▶ **Task goal**
Scan the entries and state how many lines contain "edge". Write no other text.

[Stored items]
+ + + + +

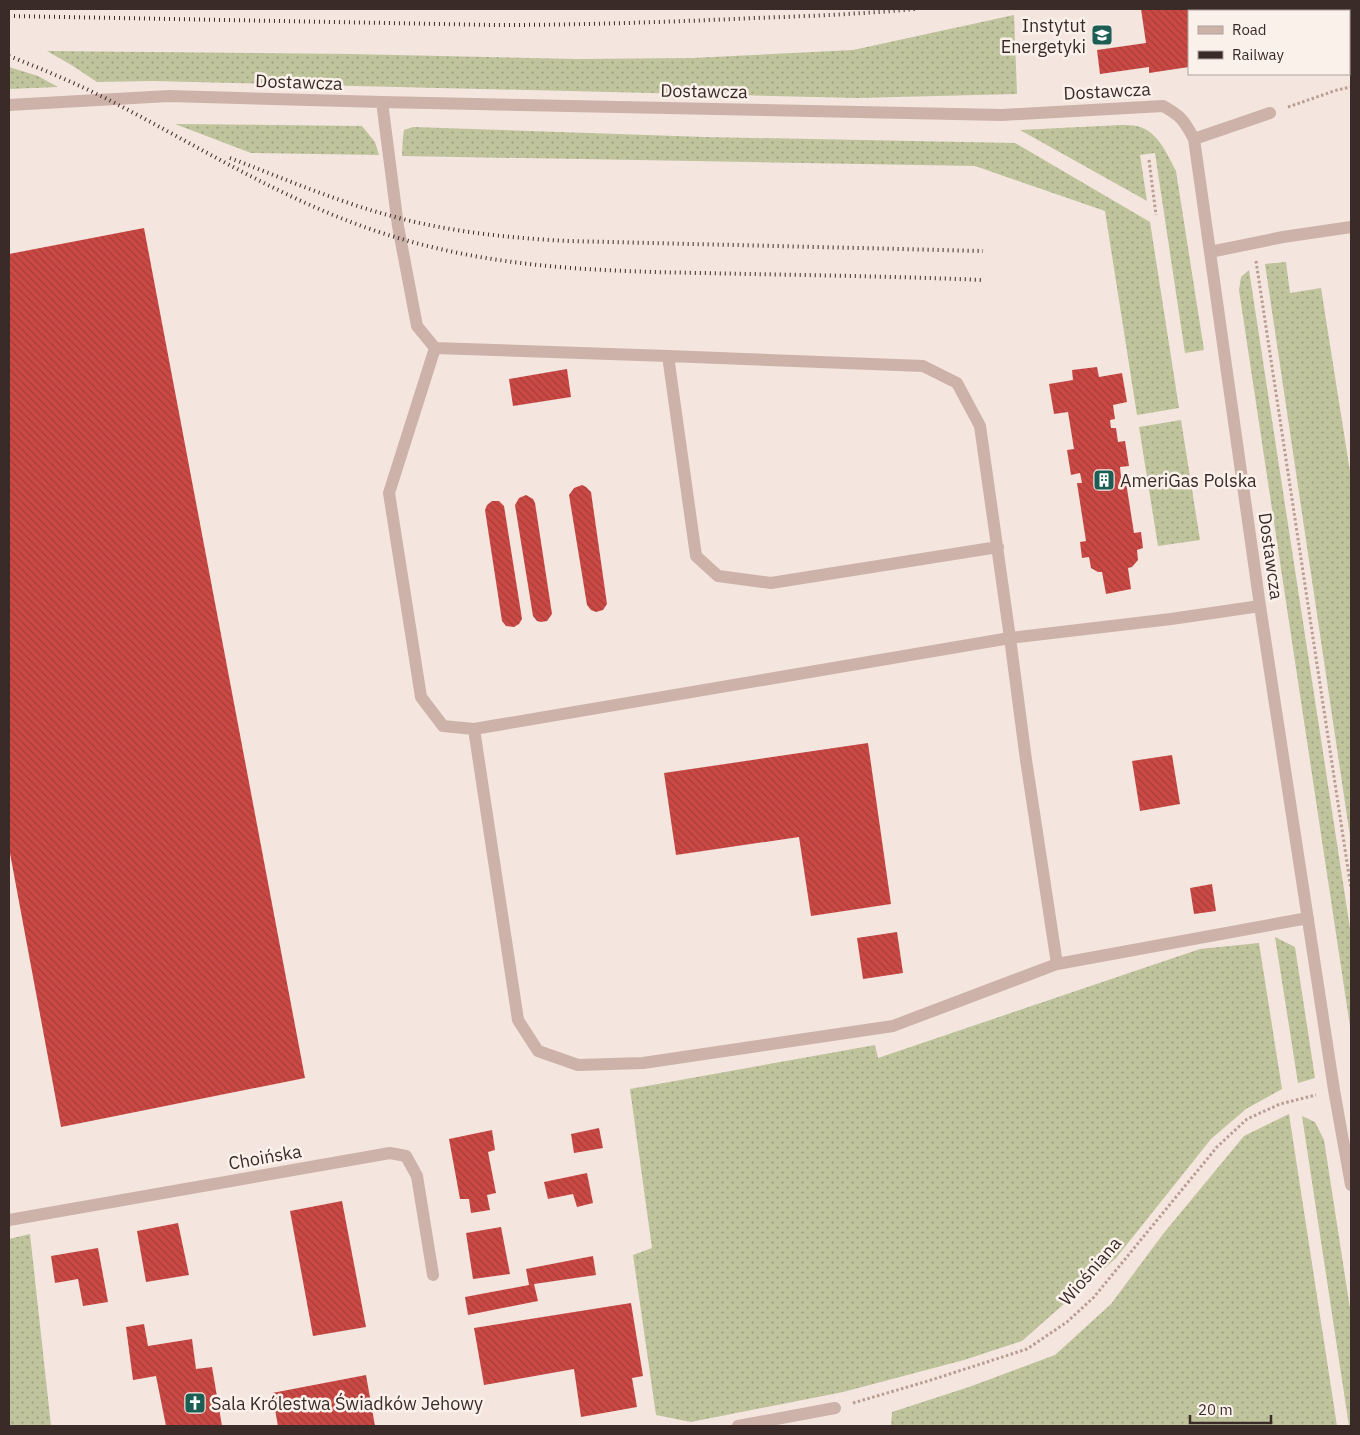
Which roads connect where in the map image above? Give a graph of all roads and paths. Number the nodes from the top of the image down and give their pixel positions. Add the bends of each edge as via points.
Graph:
1 (1351, 87) edge
2 (382, 102) junction
3 (9, 105) edge
4 (1270, 113) joint
5 (1194, 139) junction
6 (1149, 160) dead end
7 (1156, 215) dead end
8 (1351, 227) edge
9 (1253, 243) junction
10 (1210, 252) junction
11 (435, 348) junction
12 (668, 356) junction
13 (998, 547) junction
14 (1260, 606) junction
15 (1010, 638) junction
16 (474, 730) junction
17 (1351, 889) edge
18 (1308, 918) junction
19 (1057, 964) junction
20 (1334, 1090) junction
21 (1351, 1185) edge
22 (9, 1220) edge
23 (433, 1275) dead end
24 (835, 1408) joint
25 (738, 1426) edge

1 - 4 path
2 - 3 street, Dostawcza via 169,96
2 - 5 street, Dostawcza via 1002,114 1162,106 1185,121
2 - 11 street via 398,226 417,326
4 - 5 street
5 - 10 street, Dostawcza
6 - 7 path
8 - 9 street
9 - 10 street
9 - 17 path
10 - 14 street, Dostawcza
11 - 12 street
11 - 16 street via 389,493 420,697 443,726
12 - 13 street via 923,366 957,384 980,426
12 - 13 street via 696,556 718,576 771,583
13 - 15 street
14 - 15 street
14 - 18 street, Dostawcza
15 - 16 street
15 - 19 street
16 - 19 street via 518,1020 538,1051 578,1065 643,1063 892,1026
18 - 19 street
18 - 20 street, Dostawcza
20 - 21 street, Dostawcza
20 - 24 path, Wiośniana via 1280,1104 1247,1119 1217,1147 1094,1297 1067,1322 1027,1349
22 - 23 street, Choińska via 390,1153 406,1156 417,1176
24 - 25 street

+ + + + +

▶ **Task result**
8